Consistent keyword descriptions are difficult to create and subsequently maintain, leading to an incoherent model of concepts and hence inaccurate linking, since each document will have many possible interpretations [Bruza 91]. Consequently, some communities have developed domain-specific controlled vocabularies, or terminologies, based around a thesaurus of language terms, for example The Art and Architecture Thesaurus (AAT) [Peterson 94] or WordNet [Fellbaum 98], a general language thesaurus based on semantic nets. These and others, for example ACM Computing Classification System [Coulter 98], are based on abstract hierarchical classification schemes and are used as classification schemes. However, their use as such is seriously hampered as they are largely predetermined, static and often unsound single classification hierarchies resembling "phrase books" [Bechhofer 97]. They are not based on a systematic ontology - an explicit, rigorous, declarative specification of concepts - but are principled organisations of linguistic terms or phrases that do not have a rigorous fixed interpretation other than that attributed to them through human interpretation. This lack of rigour makes them hard to: browse, use as a querying device, check for coherency, extend in a principled way and reason about [Bechhofer99].

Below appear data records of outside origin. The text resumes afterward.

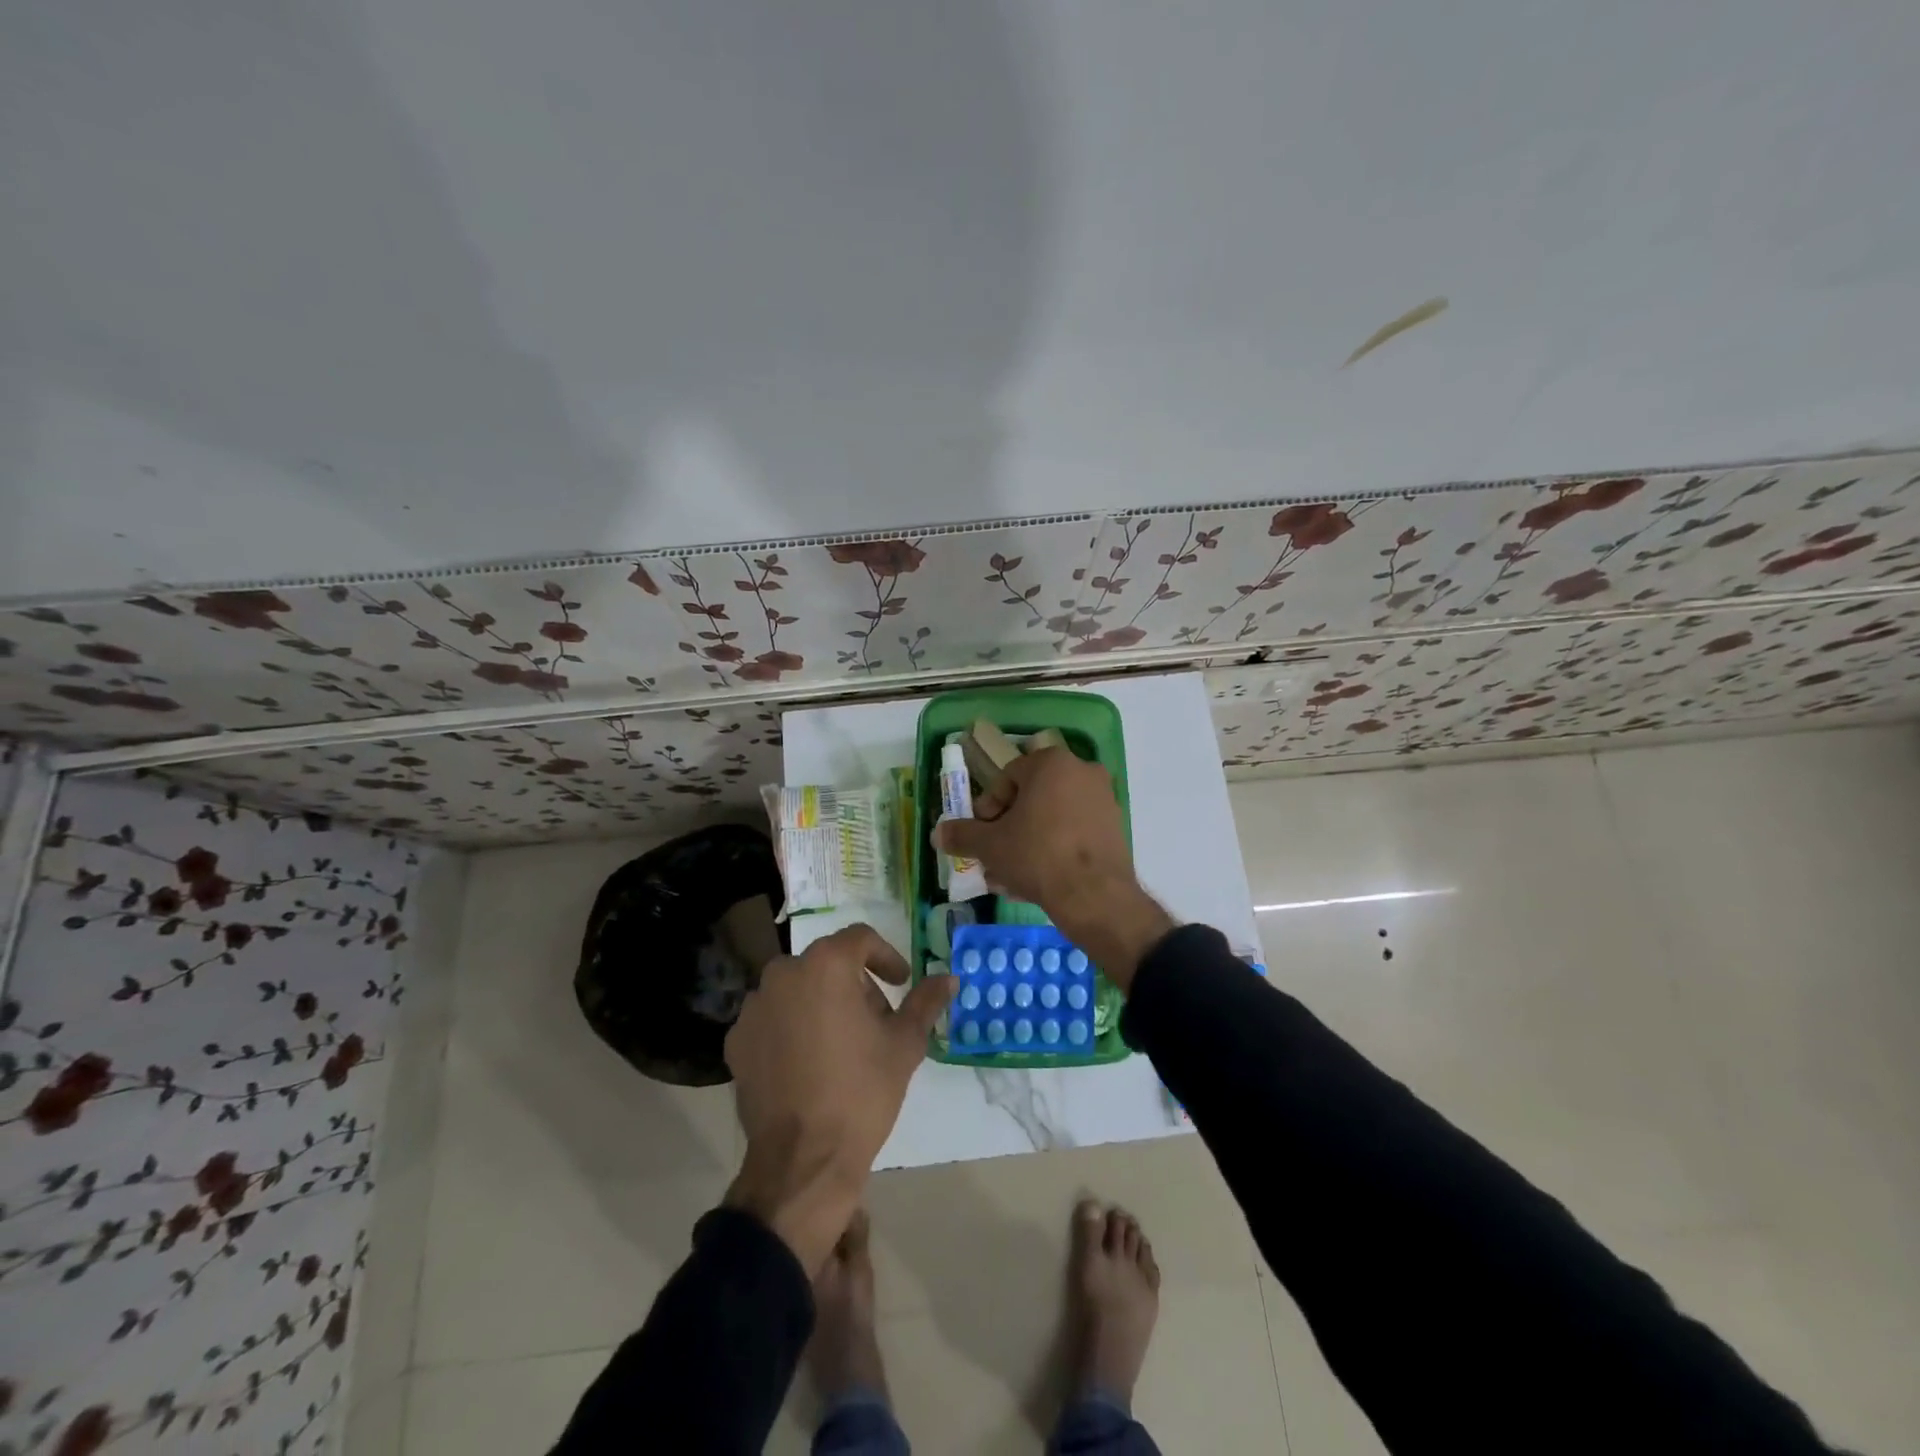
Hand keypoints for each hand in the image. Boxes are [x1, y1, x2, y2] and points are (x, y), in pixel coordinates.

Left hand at [723, 924, 953, 1272]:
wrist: (803, 1160)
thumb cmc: (861, 1092)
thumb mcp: (904, 1044)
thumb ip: (925, 1002)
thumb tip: (948, 978)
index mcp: (826, 965)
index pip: (860, 938)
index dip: (886, 957)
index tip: (900, 983)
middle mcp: (784, 974)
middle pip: (827, 963)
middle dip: (854, 984)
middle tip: (875, 1021)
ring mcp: (754, 1007)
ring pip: (797, 989)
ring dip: (821, 1003)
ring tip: (841, 1044)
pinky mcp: (737, 1040)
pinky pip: (772, 1019)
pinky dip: (791, 1028)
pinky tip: (808, 1063)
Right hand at [932, 748, 1174, 990]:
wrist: (1094, 896)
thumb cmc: (1037, 855)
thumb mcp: (990, 845)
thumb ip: (962, 835)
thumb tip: (937, 834)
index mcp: (1051, 763)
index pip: (1008, 778)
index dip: (988, 808)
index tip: (981, 834)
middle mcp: (1082, 771)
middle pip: (1032, 798)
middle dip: (1008, 828)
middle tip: (993, 856)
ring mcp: (1103, 799)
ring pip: (1052, 818)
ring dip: (1028, 842)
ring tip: (1009, 876)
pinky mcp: (1114, 828)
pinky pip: (1073, 832)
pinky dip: (1054, 849)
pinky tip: (1035, 881)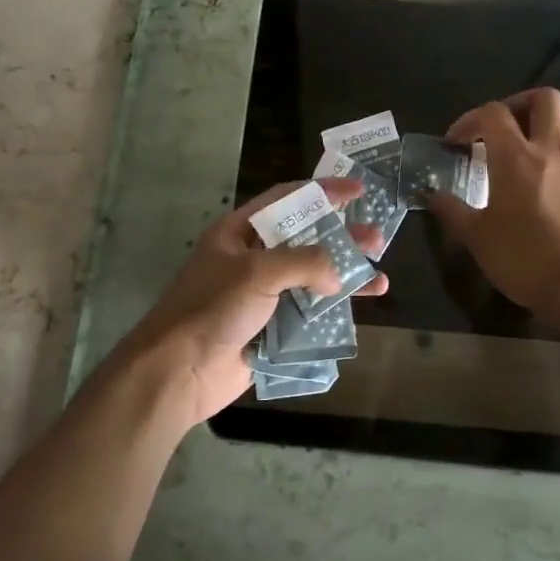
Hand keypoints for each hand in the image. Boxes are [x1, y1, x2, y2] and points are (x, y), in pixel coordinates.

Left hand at [117, 179, 387, 426]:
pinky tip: (358, 310)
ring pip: (312, 277)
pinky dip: (333, 310)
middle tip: (377, 238)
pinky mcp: (271, 328)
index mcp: (240, 232)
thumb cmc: (213, 307)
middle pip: (305, 239)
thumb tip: (336, 276)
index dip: (321, 191)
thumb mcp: (257, 271)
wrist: (180, 371)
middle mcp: (253, 258)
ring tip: (380, 279)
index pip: (286, 200)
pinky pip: (308, 313)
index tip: (356, 189)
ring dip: (344, 276)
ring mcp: (263, 295)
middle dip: (342, 237)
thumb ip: (304, 262)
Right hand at [429, 88, 559, 318]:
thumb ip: (452, 211)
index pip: (492, 113)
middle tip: (502, 127)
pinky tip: (559, 170)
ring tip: (535, 140)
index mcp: (515, 157)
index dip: (469, 120)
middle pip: (544, 99)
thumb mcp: (477, 237)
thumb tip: (433, 195)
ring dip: (554, 121)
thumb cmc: (524, 259)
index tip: (456, 144)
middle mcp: (551, 151)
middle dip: (519, 104)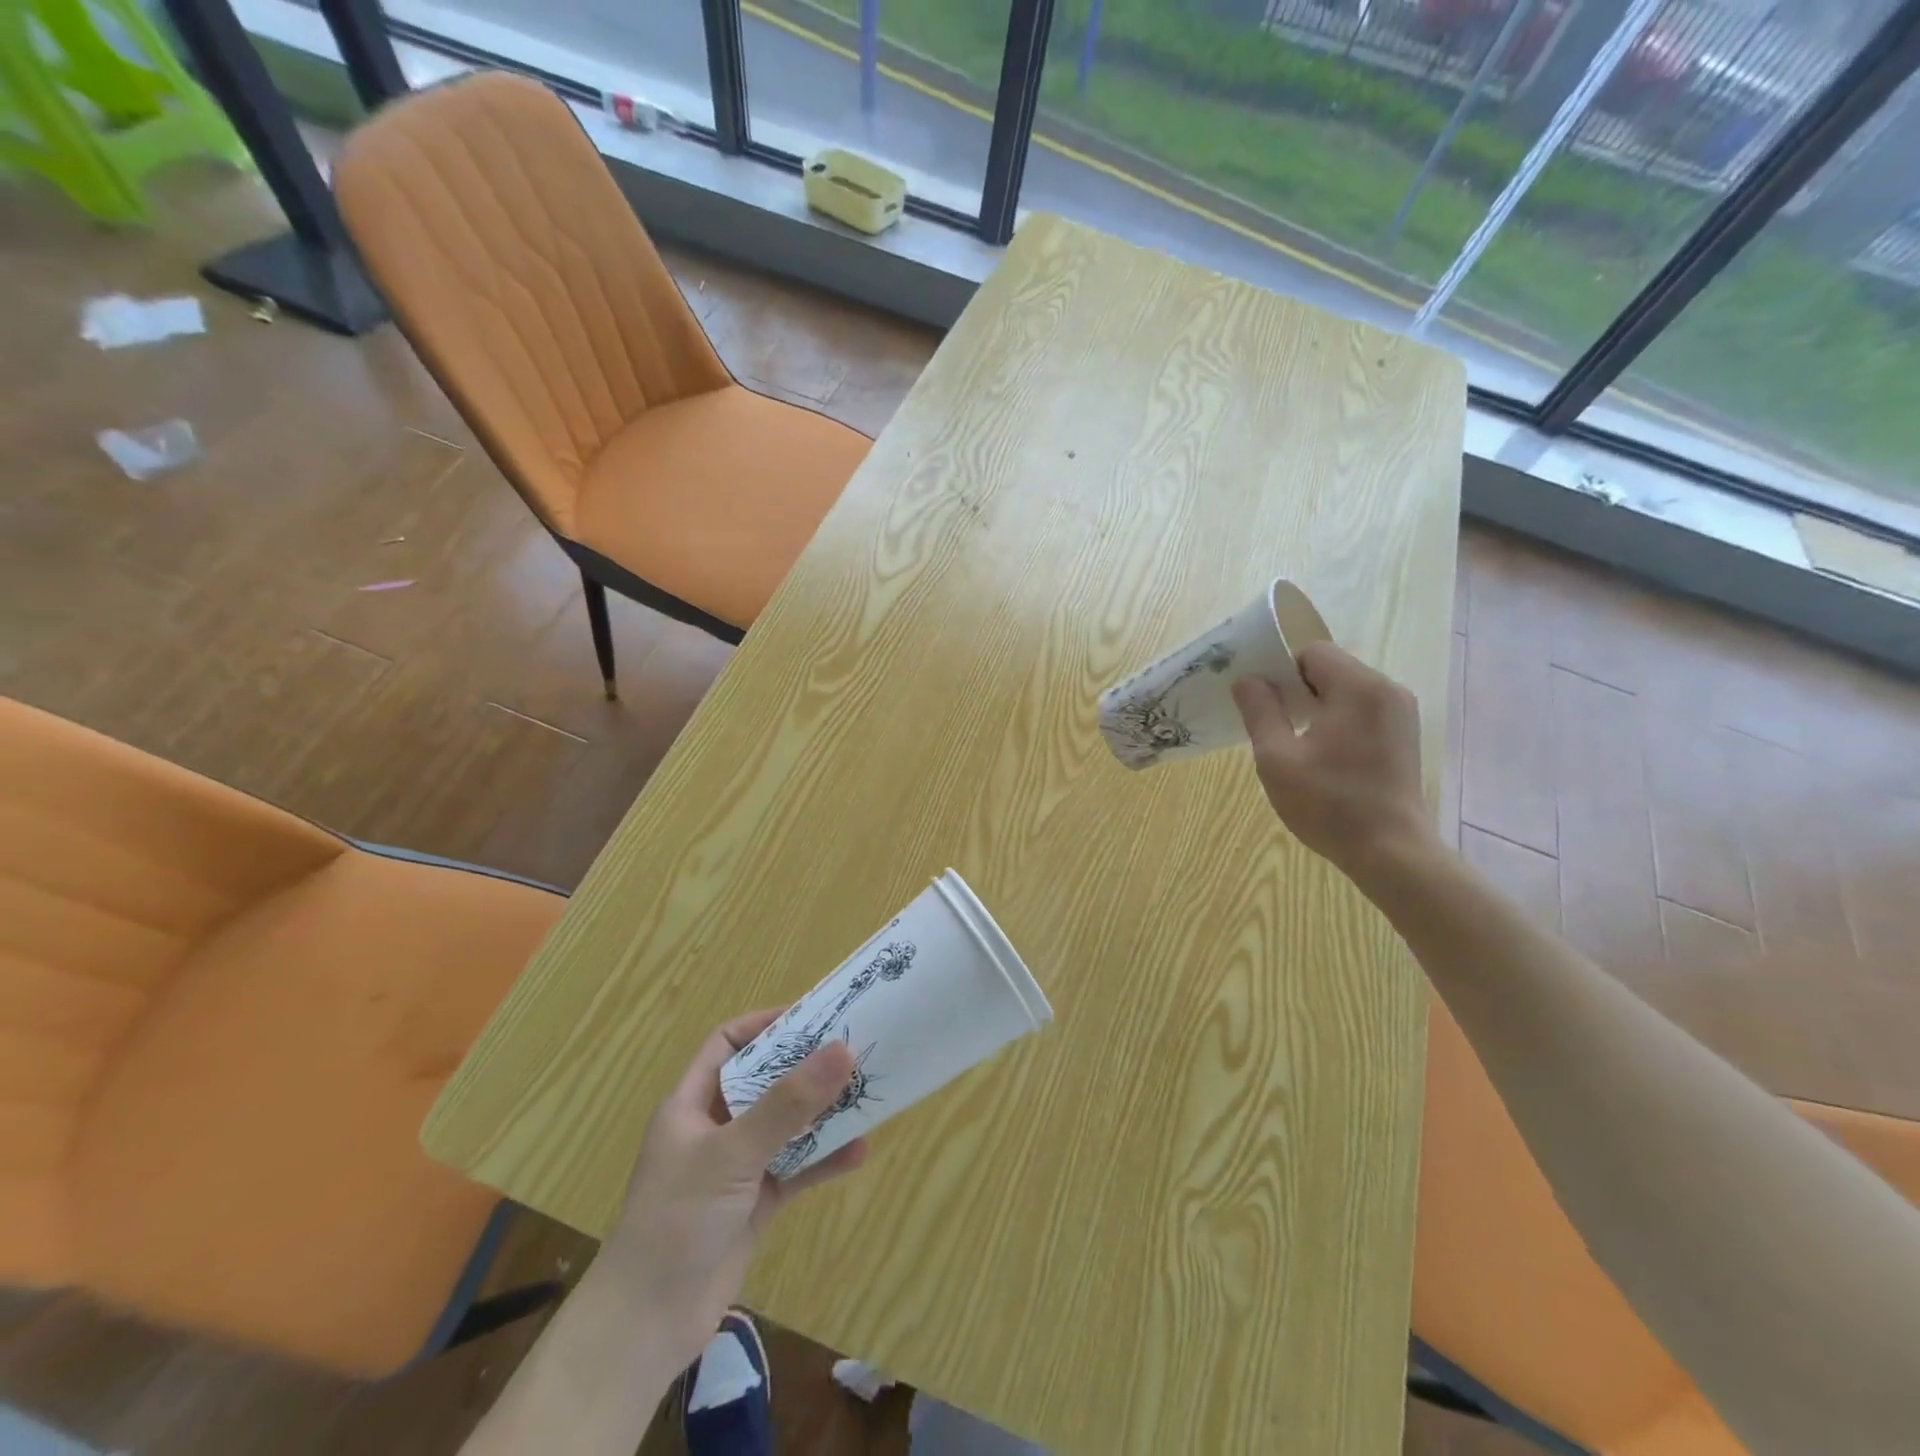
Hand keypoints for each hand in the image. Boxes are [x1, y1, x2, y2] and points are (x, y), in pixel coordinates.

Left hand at [597, 1009, 867, 1368]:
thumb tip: (842, 1049)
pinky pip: (796, 1169)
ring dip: (822, 1114)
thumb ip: (788, 1104)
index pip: (728, 1043)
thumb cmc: (677, 1220)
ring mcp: (736, 1167)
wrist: (646, 1328)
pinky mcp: (755, 1203)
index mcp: (692, 1103)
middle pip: (765, 1081)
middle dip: (806, 1068)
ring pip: (786, 1125)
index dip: (766, 1025)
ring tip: (866, 1095)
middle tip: (853, 1050)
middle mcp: (715, 1127)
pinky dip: (823, 1160)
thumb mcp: (733, 1153)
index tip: (813, 1017)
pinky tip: (858, 1153)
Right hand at [1232, 641, 1436, 884]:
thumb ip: (1260, 712)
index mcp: (1358, 688)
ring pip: (1346, 689)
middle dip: (1298, 689)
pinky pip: (1362, 709)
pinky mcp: (1404, 734)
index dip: (1282, 670)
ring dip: (1317, 705)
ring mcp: (1401, 713)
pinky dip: (1338, 719)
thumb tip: (1247, 680)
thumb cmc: (1329, 804)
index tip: (1263, 702)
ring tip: (1297, 743)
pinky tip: (1324, 755)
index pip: (1312, 652)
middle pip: (1331, 668)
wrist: (1391, 852)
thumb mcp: (1277, 759)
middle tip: (1273, 724)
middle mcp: (1386, 690)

Compositionally based terminologies are much more powerful, resembling a collection of elementary concepts assembled according to a "grammar" to form complex composite concepts that are sound. Pre-and post-co-ordinated facet thesauri attempt to control the combination of terms on document instances but in complicated ways [Aitchision 87; Lanchester 96]. To be more effective such terminologies are best represented in a knowledge representation scheme that is expressive and can intrinsically support dynamic and automatic classification of complex composite concepts based on their components; such a scheme is a Description Logic (DL). Conventional frames or semantic networks (such as those used by WordNet) do not have the logical concept subsumption and satisfiability reasoning services offered by DLs and are consequently less flexible when constructing and evolving the conceptual network and using it for retrieval.
The University of Manchester has developed a Terminology Server (an ontology server + a language terms service) based on a Description Logic, GRAIL. The STARCH project has extended this to describe and query the metadata of a collection of stock photography drawn from the Hulton-Getty collection of Getty Images. A domain-specific thesaurus constructed using a Description Logic supports the automatic management of the thesaurus through [Bechhofer 99]:
Common usage of the Web involves embedding links within documents in the HTML format; in this sense the Web can be considered a ‘closed’ hypermedia system. However, there is nothing inherent in the Web infrastructure that prevents links from being abstracted from the documents and managed separately, as is made possible by XML’s proposed XLink standard [Maler 98]. In Open Hypermedia Systems (OHS) links are first class objects, stored and managed separately from multimedia data; like documents they can be stored, transported, cached and searched, and their use can be instrumented. OHS have been well researched by the hypermedia community [Osterbye 96] and increasingly Web publishing applications adopt the open hypermedia approach [Thistlethwaite 97; Lowe 98].
The University of Southampton’s Distributed Link Service (DLS) implements an open hypermedia system above the infrastructure of the World Wide Web [Carr 95; Carr 96; Carr 98]. This provides a powerful framework to aid navigation and authoring and solves some of the issues of distributed information management [DeRoure 96]. Using an intermediary model [Barrett 98], the DLS adds links and annotations into documents as they are delivered through a proxy from the original WWW server to the ultimate client browser. It uses a number of software modules to recognise different opportunities for adding various kinds of links to the documents, creating a user-specific navigational overlay that can be used to superimpose a coherent interface to sets of unlinked or insular resources (such as the journal archives addressed by the Open Journals project [Hitchcock 98]).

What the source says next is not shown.